Sunday 16 March 2008

Real England

Hooray! Paul's new book Real England is out very soon, and small bits of it are readable now. They are currently unfortunately only available in the Daily Mail, which leaves me with a dilemma - can I really bring myself to link to the Daily bloody Mail?

I actually stole a copy yesterday before I realised I could read it online - if I'd been caught I wasn't sure if I'd be more embarrassed about shoplifting or about wanting a copy of the Daily Mail. Anyway, there will be more of it in the Mail on Monday, you really should read it and you really shouldn't buy the Daily Mail, so I'm just going to point you at it once.

That's it, I'm not going to do it again until it's in the Guardian, and then only if there aren't any "Fly to Prague for 20p" adverts next to it.


COMMENTS

2 comments:

Ralph Mills said...

Hmm....interesting. This is a very Daily Mail sort of book, based as it is on a romantic vision of the past that is actually complete nonsense (in my experience). I laughed out loud that picture of the happy little sweetshop...it's a total fiction. Small shops were mean little places, with grumpy, unfriendly shopkeepers who were working class Tories and who paid their miserable staff peanuts, with no benefits. They sold tatty stuff that was overpriced and was made in sweatshops, the only difference being that the sweatshops were in poor parts of Britain rather than abroad. "Going to the shops" was a chore usually undertaken by overburdened women who struggled with their loads several times a week, as it would have been impossible to carry a week's worth of shopping in a single trip. And so on and so on.

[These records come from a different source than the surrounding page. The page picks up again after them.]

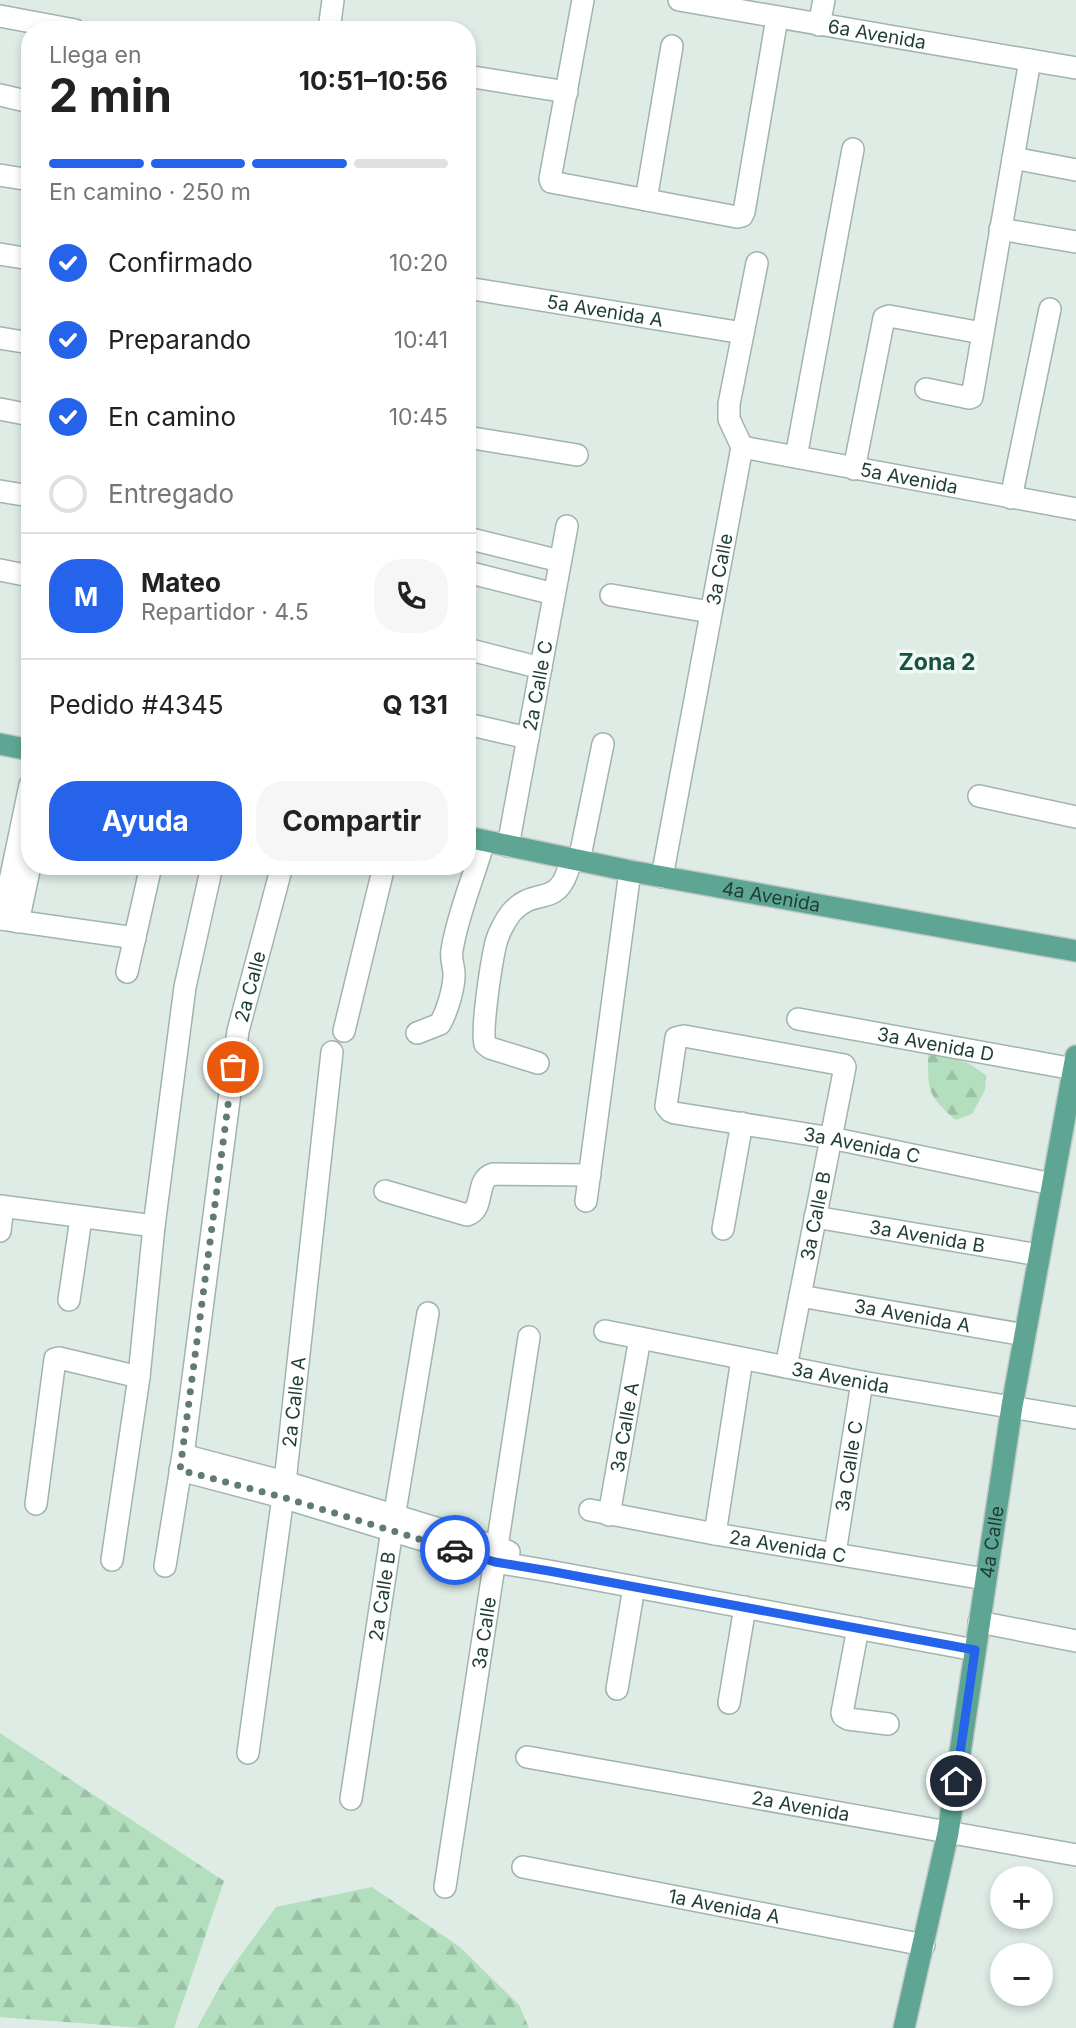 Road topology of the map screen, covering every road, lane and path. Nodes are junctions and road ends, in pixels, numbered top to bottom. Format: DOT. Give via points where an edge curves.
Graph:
graph roads {
  1 [pos="332,0"];
  2 [pos="583,0"];
  3 [pos="679,0"];
  4 [pos="824,0"];
  5 [pos="0,16"];
  6 [pos="777,18"];
  7 [pos="27,21"];
  8 [pos="330,21"];
  9 [pos="819,25"];
  10 [pos="673,46"];
  11 [pos="1030,60"];
  12 [pos="1076,68"];
  13 [pos="476,77"];
  14 [pos="567,92"];
  15 [pos="0,95"];
  16 [pos="21,100"];
  17 [pos="853,149"];
  18 [pos="1013,158"];
  19 [pos="1076,170"];
  20 [pos="0,175"];
  21 [pos="21,178"];
  22 [pos="646,200"];
  23 [pos="1000,229"];
  24 [pos="1076,242"];
  25 [pos="0,254"];
  26 [pos="21,258"];
  27 [pos="757,263"];
  28 [pos="476,289"];
  29 [pos="1050,309"];
  30 [pos="743,333"];
  31 [pos="982,333"];
  32 [pos="0,338"];
  33 [pos="21,342"];
  34 [pos="926,389"];
  35 [pos="0,409"];
  36 [pos="21,413"];
  37 [pos="476,438"];
  38 [pos="741,447"];
  39 [pos="577,455"];
  40 [pos="796,457"];
  41 [pos="854,469"];
  42 [pos="0,491"];
  43 [pos="21,494"];
  44 [pos="1012,498"];
  45 [pos="1076,509"];
  46 [pos="567,526"];
  47 [pos="476,540"];
  48 [pos="560,561"];
  49 [pos="0,570"];
  50 [pos="21,574"];
  51 [pos="476,574"];
  52 [pos="554,594"];
  53 [pos="611,595"];
  54 [pos="710,611"];
  55 [pos="476,651"];
  56 [pos="541,668"];
  57 [pos="476,726"];
  58 [pos="528,738"];
  59 [pos="0,744"];
  60 [pos="603,744"];
  61 [pos="21,748"];
  62 [pos="979,796"];
  63 [pos="1076,817"];
  64 [pos="21,838"];
  65 [pos="476,839"];
  66 [pos="508,846"];
  67 [pos="575,860"];
  68 [pos="630,871"];
  69 [pos="26,875"];
  70 [pos="148,875"];
  71 [pos="210,875"];
  72 [pos="280,875"];
  73 [pos="382,875"];
  74 [pos="469,875"];
  75 [pos="662,877"];
  76 [pos="7,920"];
  77 [pos="135,938"];
  78 [pos="1076,951"];
  79 [pos="127,972"];
  80 [pos="797,1019"];
  81 [pos="344,1031"];
  82 [pos="417,1033"];
  83 [pos="332,1052"];
  84 [pos="538,1063"];
  85 [pos="1075,1063"];
  86 [pos="670,1111"];
  87 [pos="741,1123"];
  88 [pos="831,1138"];
  89 [pos="590,1175"];
  90 [pos="1052,1184"];
  91 [pos="385,1191"];
  92 [pos="586,1201"];
  93 [pos="2,1207"];
  94 [pos="815,1217"];
  95 [pos="81,1218"];
  96 [pos="154,1226"];
  97 [pos="723,1228"];
  98 [pos="0,1231"];
  99 [pos="1039,1255"];
  100 [pos="800,1296"];
  101 [pos="69,1300"];
  102 [pos="428,1313"];
  103 [pos="605,1331"];
  104 [pos="1025,1335"];
  105 [pos="529,1337"];
  106 [pos="640,1338"];
  107 [pos="742,1359"];
  108 [pos="786,1367"];
  109 [pos="139,1377"];
  110 [pos="862,1382"];
  111 [pos="1012,1406"];
  112 [pos="1076,1418"];
  113 [pos="182,1462"];
  114 [pos="284,1490"];
  115 [pos="36,1504"];
  116 [pos="600,1512"];
  117 [pos="393,1523"];
  118 [pos="715,1534"];
  119 [pos="835,1553"];
  120 [pos="496,1555"];
  121 [pos="112,1560"];
  122 [pos="165,1566"];
  123 [pos="985,1579"];
  124 [pos="634,1587"];
  125 [pos="745,1607"];
  126 [pos="979,1622"];
  127 [pos="858,1628"];
  128 [pos="1076,1641"];
  129 [pos="975,1650"];
  130 [pos="617,1689"];
  131 [pos="729,1703"];
  132 [pos="888,1724"];
  133 [pos="248,1753"];
  134 [pos="527,1757"];
  135 [pos="351,1799"];
  136 [pos="948,1833"];
  137 [pos="1076,1855"];
  138 [pos="523,1867"];
  139 [pos="445,1887"];
  140 [pos="924,1945"];
  141 [pos="904,2028"];
  1 -- 8 [label="street"];
  2 -- 14 [label="street"];
  3 -- 6 [label="street, 6a Avenida"];
  4 -- 9 [label="street"];
  5 -- 7 [label="street"];
  6 -- 9 [label="street, 6a Avenida"];
  6 -- 22 [label="street" via="742,216"];
  9 -- 11 [label="street, 6a Avenida"];
  10 -- 22 [label="street"];
  11 -- 12 [label="street, 6a Avenida"];
  11 -- 18 [label="street"];
  13 -- 14 [label="street"];
  14 -- 22 [label="street" via="551,182"];
  15 -- 16 [label="street"];
  17 -- 40 [label="street"];
  18 -- 19 [label="street"];
  18 -- 23 [label="street"];
  20 -- 21 [label="street"];
  23 -- 24 [label="street"];
  23 -- 31 [label="street"];
  25 -- 26 [label="street"];
  27 -- 30 [label="street"];
  28 -- 30 [label="street, 5a Avenida A"];
  29 -- 44 [label="street"];
  30 -- 38 [label="street" via="729,404 729,419"];
  31 -- 34 [label="street" via="971,397"];
  31 -- 41 [label="street" via="884,318"];
  32 -- 33 [label="street"];
  35 -- 36 [label="street"];
  37 -- 39 [label="street"];
  38 -- 40 [label="street, 5a Avenida"];
  38 -- 54 [label="street, 3a Calle"];
  40 -- 41 [label="street, 5a Avenida"];
  41 -- 44 [label="street, 5a Avenida"];
  42 -- 43 [label="street"];
  44 -- 45 [label="street, 5a Avenida"];
  46 -- 48 [label="street, 2a Calle C"];
  47 -- 48 [label="street"];
  48 -- 52 [label="street, 2a Calle C"];
  49 -- 50 [label="street"];
  51 -- 52 [label="street"];
  52 -- 56 [label="street, 2a Calle C"];
  53 -- 54 [label="street"];
  54 -- 75 [label="street, 3a Calle"];
  55 -- 56 [label="street"];
  56 -- 58 [label="street, 2a Calle C"];
  57 -- 58 [label="street"];
  58 -- 66 [label="street, 2a Calle C"];
  59 -- 61 [label="main road"];
  60 -- 67 [label="street"];
  62 -- 63 [label="street"];
  64 -- 76 [label="street"];
  65 -- 66 [label="main road, 4a Avenida"];
  66 -- 67 [label="main road, 4a Avenida"];
  67 -- 68 [label="main road, 4a Avenida"];
  67 -- 84 [label="street" via="556,892 531,899 512,912 495,946 485,1044"];
  68 -- 75 [label="main road, 4a Avenida"];
  68 -- 89 [label="street"];
  69 -- 76 [label="street"];
  70 -- 77 [label="street"];
  71 -- 96 [label="street" via="185,986"];
  72 -- 113 [label="street, 2a Calle" via="237,1031"];
  73 -- 81 [label="street"];
  74 -- 82 [label="street" via="445,1012 440,1024"];
  75 -- 78 [label="main road, 4a Avenida"];
  76 -- 77 [label="street"];
  77 -- 79 [label="street"];
  80 -- 85 [label="street, 3a Avenida D"];
  83 -- 114 [label="street, 2a Calle A"];
  85 -- 90 [label="main road, 4a Calle"];
  86 -- 87 [label="street, 3a Avenida C"];
  86 -- 88 [label="street, 3a Calle B" via="666,1106 674,1046 677,1038 684,1036 844,1065"];
  87 -- 88 [label="street, 3a Avenida C"];
  87 -- 97 [label="street"];
  88 -- 90 [label="street, 3a Avenida C"];
  88 -- 94 [label="street, 3a Calle B"];
  89 -- 91 [label="street" via="493,1174 484,1180 477,1208 467,1214"];
  89 -- 92 [label="street"];
  90 -- 99 [label="main road, 4a Calle"];
  93 -- 95 [label="street"];
  93 -- 98 [label="street"];
  94 -- 99 [label="street, 3a Avenida B"];
  94 -- 100 [label="street, 3a Calle B"];
  95 -- 96 [label="street"];
  95 -- 101 [label="street"];
  96 -- 109 [label="street"];
  99 -- 104 [label="main road, 4a Calle"];
  100 -- 104 [label="street, 3a Avenida A"];
  100 -- 108 [label="street, 3a Calle B"];
  102 -- 117 [label="street, 2a Calle B"];
  103 -- 106 [label="street, 3a Avenida"];
  104 -- 111 [label="main road, 4a Calle"];
  105 -- 120 [label="street, 3a Calle"];
  106 -- 107 [label="street, 3a Avenida"];
  106 -- 116 [label="street, 3a Calle A"];
  107 -- 108 [label="street, 3a Avenida"];
  107 -- 118 [label="street"];
  108 -- 110 [label="street, 3a Avenida"];
  109 -- 115 [label="street" via="55,1359"];
  109 -- 121 [label="street"];
  110 -- 111 [label="street, 3a Avenida"];
  110 -- 119 [label="street, 3a Calle C"];
  111 -- 112 [label="street, 3a Avenida"];
  111 -- 123 [label="main road, 4a Calle"];
  113 -- 114 [label="street"];
  113 -- 122 [label="street, 2a Calle"];
  114 -- 117 [label="street"];
  114 -- 133 [label="street, 2a Calle A"];
  116 -- 118 [label="street, 2a Avenida C"];
  117 -- 120 [label="street"];
  117 -- 135 [label="street, 2a Calle B"];
  118 -- 119 [label="street, 2a Avenida C"];
  119 -- 123 [label="street, 2a Avenida C"];
  120 -- 124 [label="street" via="549,1571"];
  120 -- 139 [label="street, 3a Calle"];
  123 -- 126 [label="main road, 4a Calle"];
  124 -- 125 [label="street"];
  124 -- 130 [label="street"];
  125 -- 127 [label="street"];
  125 -- 131 [label="street"];
  126 -- 128 [label="street"];
  126 -- 129 [label="main road, 4a Calle"];
  127 -- 129 [label="street"];
  127 -- 132 [label="street" via="842,1713 848,1719"];
  129 -- 136 [label="main road, 4a Calle"];
  134 -- 136 [label="street, 2a Avenida"];
  136 -- 137 [label="street, 2a Avenida"];
  136 -- 140 [label="main road, 4a Calle"];
  138 -- 140 [label="street, 1a Avenida A"];
  140 -- 141 [label="main road, 4a Calle"];
}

I don't support out of town megastores and foodmiles, but just think, if you manufacture soap powder these days you deliver it to distributors who the deliver it to, say 1000 supermarkets. Imagine the carbon footprint of delivering tiny amounts of soap powder to 100,000 grocery shops! The air was foul in the 1950s and 60s, as were rivers. We heated draughty, uninsulated homes using vast amounts of coal and paraffin and wood. Brrr! We were at the mercy of nasty landlords. Women had yet to be liberated by contraception. Yes, we caught the bus to the shops, but the bus spewed carbon and diesel fumes into the atmosphere.

I was a child when there were still sweetshops. I can remember pea-souper fogs and the greyness of everything. Yes, homogeneity is bad, but it doesn't necessary mean that what it replaces is better by default.

Anonymous said...

The idea of shoplifting a copy of the Daily Mail is hilarious. The bang-em-up-and-forget-em brigade's newspaper of choice — and it gets stolen. Thanks for the laugh.